Разумеется, у Флобера никаких голых матери и дочки нет, а звучит лишь внутренний голос Эммы, который смакует это слово «любовник». Нагота мадам Бовари в фильме – это метафора вожделеющего, страдающего тела. Губы в любви, руки в любви, ноги в любви, глаза в любви – детали наслаждения и страстности человеческой плоти.
Неудачная операция, которую по наущению фармацевта господина Оме провел Шарль, еще дальше отодвинула Эмму от мужа. Она считала его неудачником и посредственностью. Мадам Бовари «задумалась о своей любви к роскоши, о неприглядности семейной жизни, о своих мечтах, что, как раненые ласточки, упали в грязь. И ради чего?» (Флобер).
Арабов и Сокуров толкают бедную женщину обратно к Родольфу. При том авторы подчеркивают болезненную страсть Эммы делать подарки любовнику, которые приобретает она в лавке ростовщика Лере, лукавого пройдохи. Там же, у Лере, присматривает для себя мадам Бовари дорогие платья, парижские новинки, украшения.

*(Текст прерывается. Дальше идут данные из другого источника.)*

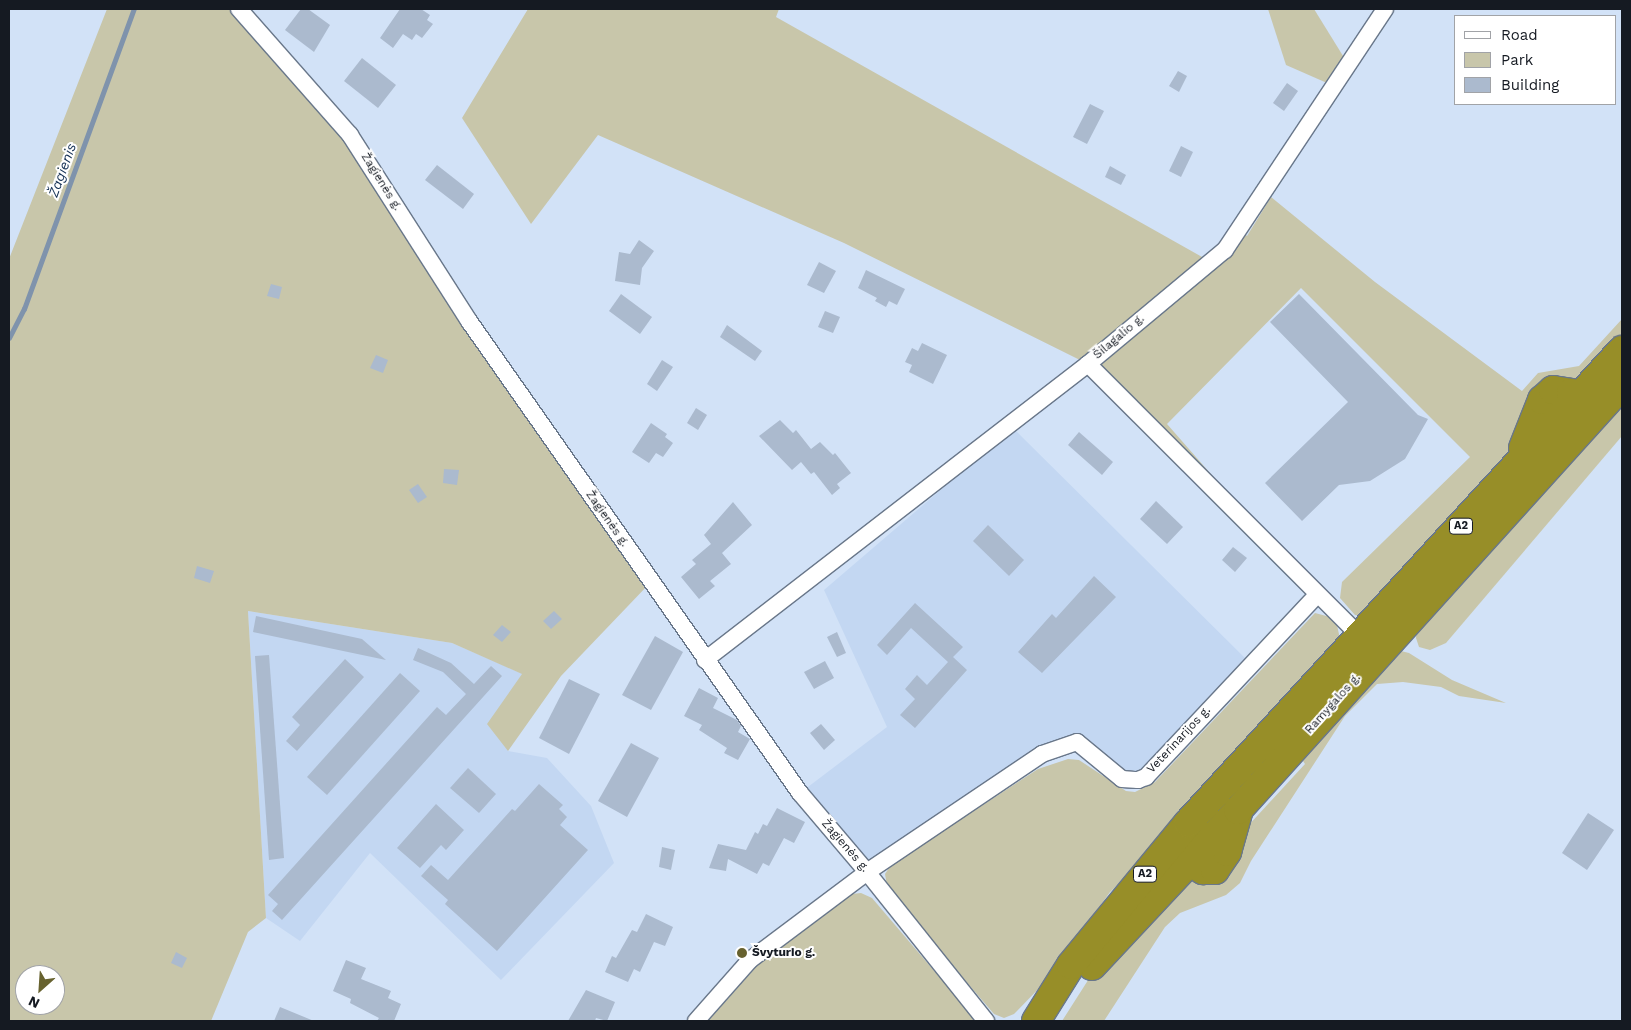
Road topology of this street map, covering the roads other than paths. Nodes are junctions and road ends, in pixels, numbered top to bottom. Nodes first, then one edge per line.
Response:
1 (239, 9) edge
2 (1385, 9) edge
3 (1622, 350) edge
4 (1088, 364) junction
5 (1622, 385) edge
6 (1577, 399) junction
7 (1545, 470) junction
8 (1317, 595) junction
9 (1360, 636) junction
10 (705, 660) junction
11 (1188, 823) junction
12 (1190, 860) junction
13 (867, 872) junction
14 (696, 1021) edge
15 (986, 1021) edge
16 (1036, 1021) edge
17 (1043, 1021) edge

1 - 10 street, Žagienės g.
2 - 4 street, Šilagalio g.
3 - 6 highway
4 - 8 street, Šilagalio g.
4 - 10 street
5 - 7 highway, Ramygalos g. / A2
6 - 7 highway
6 - 9 highway, A2
7 - 12 highway, Ramygalos g. / A2
8 - 9 street, Šilagalio g.
8 - 13 street, Veterinarijos g.
9 - 11 highway, A2
10 - 13 street, Žagienės g.
11 - 12 highway
11 - 16 highway, A2
12 - 17 highway, A2
13 - 14 street
13 - 15 street, Žagienės g.

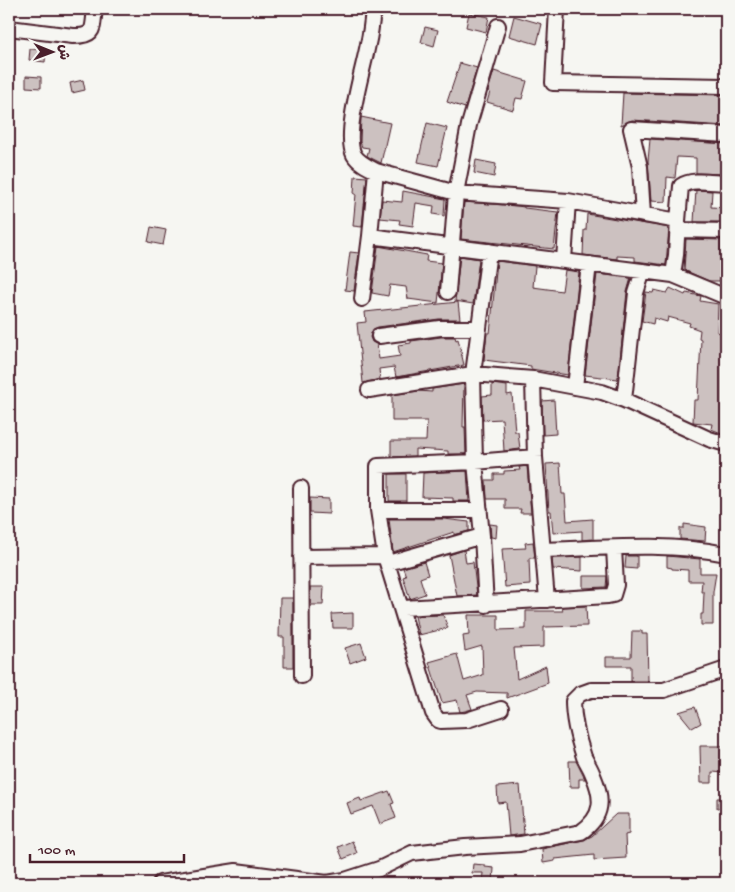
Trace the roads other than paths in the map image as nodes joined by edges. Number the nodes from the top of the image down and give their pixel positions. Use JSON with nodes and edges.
{"nodes":[{"id":1,"x":95,"y":9,"type":"edge"},
{"id":2,"x":373,"y":9,"type":"edge"},
{"id":3,"x":557,"y":9,"type":"edge"},
{"id":4,"x":498,"y":26,"type":"dead end"},
{"id":5,"x":9,"y":28,"type":"edge"},
{"id":6,"x":726,"y":86,"type":"edge"},
{"id":7,"x":726,"y":135,"type":"edge"},
{"id":8,"x":376,"y":171,"type":"junction"},
{"id":9,"x":726,"y":183,"type":"edge"},
{"id":10,"x":456,"y":193,"type":"junction"},
{"id":11,"x":568,"y":202,"type":"junction"},
{"id":12,"x":642,"y":215,"type":"junction"},
{"id":13,"x":678,"y":226,"type":"junction"},
{"id":14,"x":726,"y":231,"type":"edge"},
{"id":15,"x":370,"y":236,"type":"junction"},
{"id":16,"x":452,"y":246,"type":"junction"},
{"id":17,"x":489,"y":251,"type":"junction"},
{"id":18,"x":564,"y":260,"type":"junction"},
{"id":19,"x":589,"y":264,"type":"junction"},
{"id":20,"x":643,"y":271,"type":"junction"},
{"id":21,"x":673,"y":275,"type":"junction"},
{"id":22,"x":448,"y":292,"type":"dead end"},
{"id":23,"x":726,"y":297,"type":"edge"},
{"id":24,"x":362,"y":299,"type":"dead end"},
{"id":25,"x":479,"y":328,"type":"junction"},
{"id":26,"x":379,"y":336,"type":"dead end"},
{"id":27,"x":473,"y":374,"type":"junction"},
{"id":28,"x":532,"y":379,"type":"junction"},
{"id":29,"x":575,"y":387,"type":"junction"},
{"id":30,"x":369,"y":390,"type":"dead end"},
{"id":31,"x":624,"y":400,"type":"junction"},
{"id":32,"x":726,"y":444,"type":"edge"},
{"id":33,"x":535,"y":457,"type":"junction"},
{"id":34,"x":475,"y":462,"type":"junction"},
{"id":35,"x":301,"y":488,"type":"dead end"},
{"id":36,"x":378,"y":510,"type":"junction"},
{"id":37,"x":480,"y":510,"type":"junction"},
{"id":38,"x":482,"y":536,"type":"junction"},
{"id":39,"x":614,"y":548,"type":"junction"},
{"id":40,"x":543,"y":550,"type":"junction"},
{"id":41,"x":726,"y":554,"type":"edge"},
{"id":42,"x":301,"y":557,"type":"junction"},
{"id":43,"x":387,"y":560,"type":"junction"},
{"id":44,"x":547,"y":600,"type":"junction"},
{"id":45,"x":486,"y":605,"type":"junction"},
{"id":46,"x":403,"y":608,"type":"junction"},
{"id":47,"x":726,"y":669,"type":"edge"},
{"id":48,"x":302,"y":676,"type":"dead end"},
{"id":49,"x":501,"y":709,"type":"dead end"},
{"id":50,"x":160,"y":883,"type":"edge"}],
"edges":[{"from":1,"to":5,"type":"street"},
{"from":2,"to":8,"type":"street"},
{"from":3,"to":6,"type":"street"},
{"from":4,"to":10,"type":"street"},
{"from":7,"to":12,"type":"street"},
{"from":8,"to":10,"type":"street"},
{"from":8,"to":15,"type":"street"},
{"from":9,"to":13,"type":"street"},
{"from":10,"to":11,"type":"street"},
{"from":10,"to":16,"type":"street"},
{"from":11,"to":12,"type":"street"},
{"from":11,"to":18,"type":"street"},
{"from":12,"to":13,"type":"street"},
{"from":13,"to":14,"type":"street"},
{"from":13,"to":21,"type":"street"},
{"from":15,"to":16,"type":"street"},
{"from":15,"to":24,"type":"street"},
{"from":16,"to":17,"type":"street"},
{"from":16,"to":22,"type":"street"},
{"from":17,"to":18,"type":"street"},
{"from":17,"to":25,"type":"street"},
{"from":18,"to":19,"type":"street"},
{"from":19,"to":20,"type":"street"},
{"from":19,"to":29,"type":"street"},
{"from":20,"to":21,"type":"street"},
{"from":20,"to":31,"type":"street"},
{"from":21,"to":23,"type":"street"},
{"from":25,"to":26,"type":"street"},
{"from":25,"to":27,"type":"street"},
{"from":27,"to":28,"type":"street"},
{"from":27,"to":30,"type":"street"},
{"from":27,"to":34,"type":"street"},
{"from":28,"to":29,"type":"street"},
{"from":28,"to":33,"type":"street"},
{"from":29,"to":31,"type":"street"},
{"from":31,"to":32,"type":"street"},
{"from":33,"to":34,"type":"street"},
{"from":33,"to":40,"type":"street"},
{"from":34,"to":36,"type":"street"},
{"from":34,"to":37,"type":"street"},
{"from":35,"to":42,"type":"street"},
{"from":36,"to":37,"type":"street"},
{"from":36,"to":43,"type":"street"},
{"from":37,"to":38,"type":"street"},
{"from":38,"to":43,"type":"street"},
{"from":38,"to":45,"type":"street"},
{"from":39,"to":40,"type":"street"},
{"from":39,"to":41,"type":"street"},
{"from":39,"to":44,"type":"street"},
{"from":40,"to":44,"type":"street"},
{"from":42,"to":43,"type":"street"},
{"from":42,"to":48,"type":"street"},
{"from":43,"to":46,"type":"street"},
{"from":44,"to":45,"type":"street"},
{"from":45,"to":46,"type":"street"},
{"from":46,"to":49,"type":"street"},
{"from":47,"to":50,"type":"street"}]}
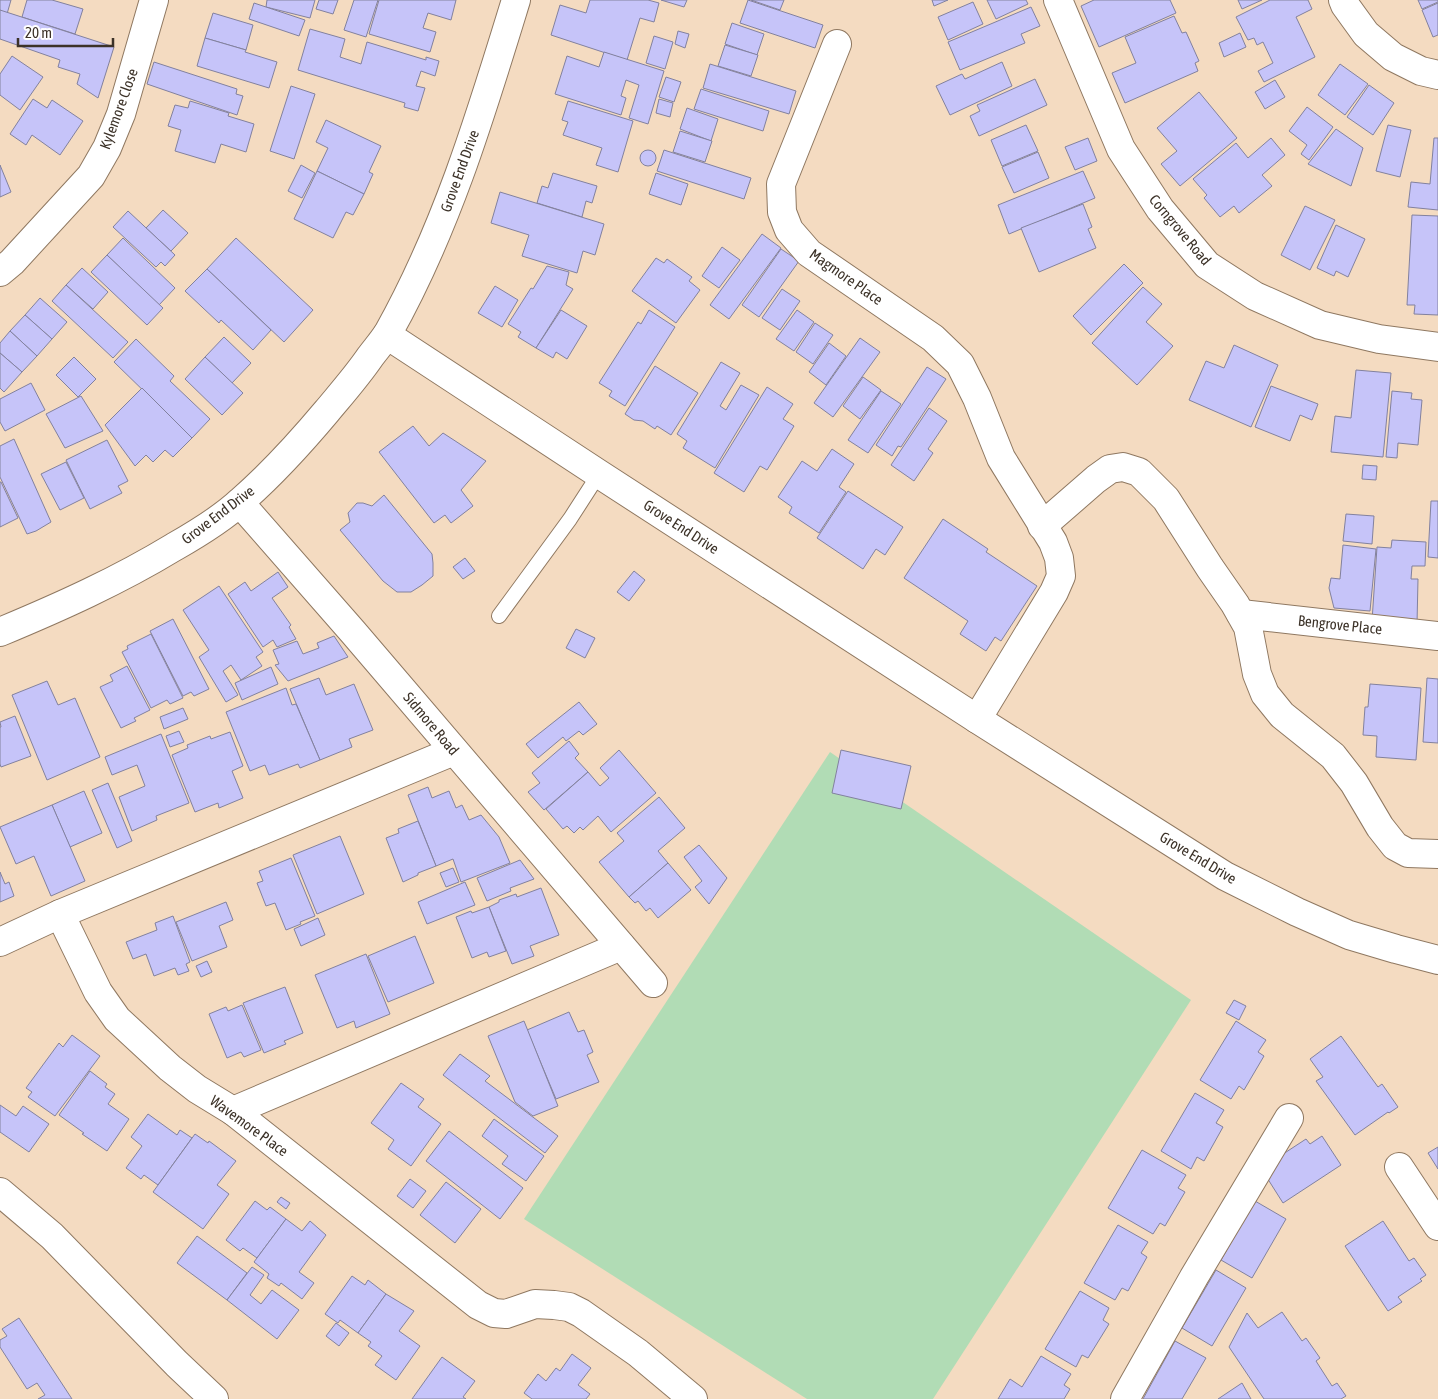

Абсурд в комнатах Эммы, возможно, подсказан Арабову текстом из популярного в среде богемы 60–70-х годов романа Э. М. Ремарка «Жизнь взаймы».
«Когда были получены первые платья, Лилиан не стала прятать их в шкаф. Она развесила их по всей комнате. Бархатное повесила над кроватью, а рядом с ним – серебристое, так, чтобы, пробуждаясь ночью от кошмаров, когда ей казалось, что она с приглушенным криком падает и падает из бесконечной тьмы в бесконечную тьму, она могла протянуть руку и дотронуться до своих платьев – серебристого и бархатного, – до этих спасительных канатов, по которым она сумеет подняться из смутных серых сумерек к четырем стенам, к ощущению времени, к людям, к пространству и жизни. Лилиан гладила платья рукой и ощупывала их ткань; встав с постели, она ходила по комнате, часто голая; временами ей казалось, что она в окружении друзей: вешалки с платьями висели на стенах, на дверцах шкафа ‹…› Она бродила ночью по комнате, среди своих сокровищ, подносила парчу к бесплотному лунному свету, надевала шляпку, примеряла туфли, а то и платье; подходила к зеркалу и при бледном свете луны пытливо всматривалась в его тусклую, фосфоресцирующую поверхность ‹…› И продолжала свою безмолвную призрачную игру»[37]
.Лавочник Лере денег с мадам Бовари не брал, все покупки шли в долг. «Мы ведь с вами не жиды!» – вкрадчиво внушал Лере. Арабов убрал эту фразу из сценария.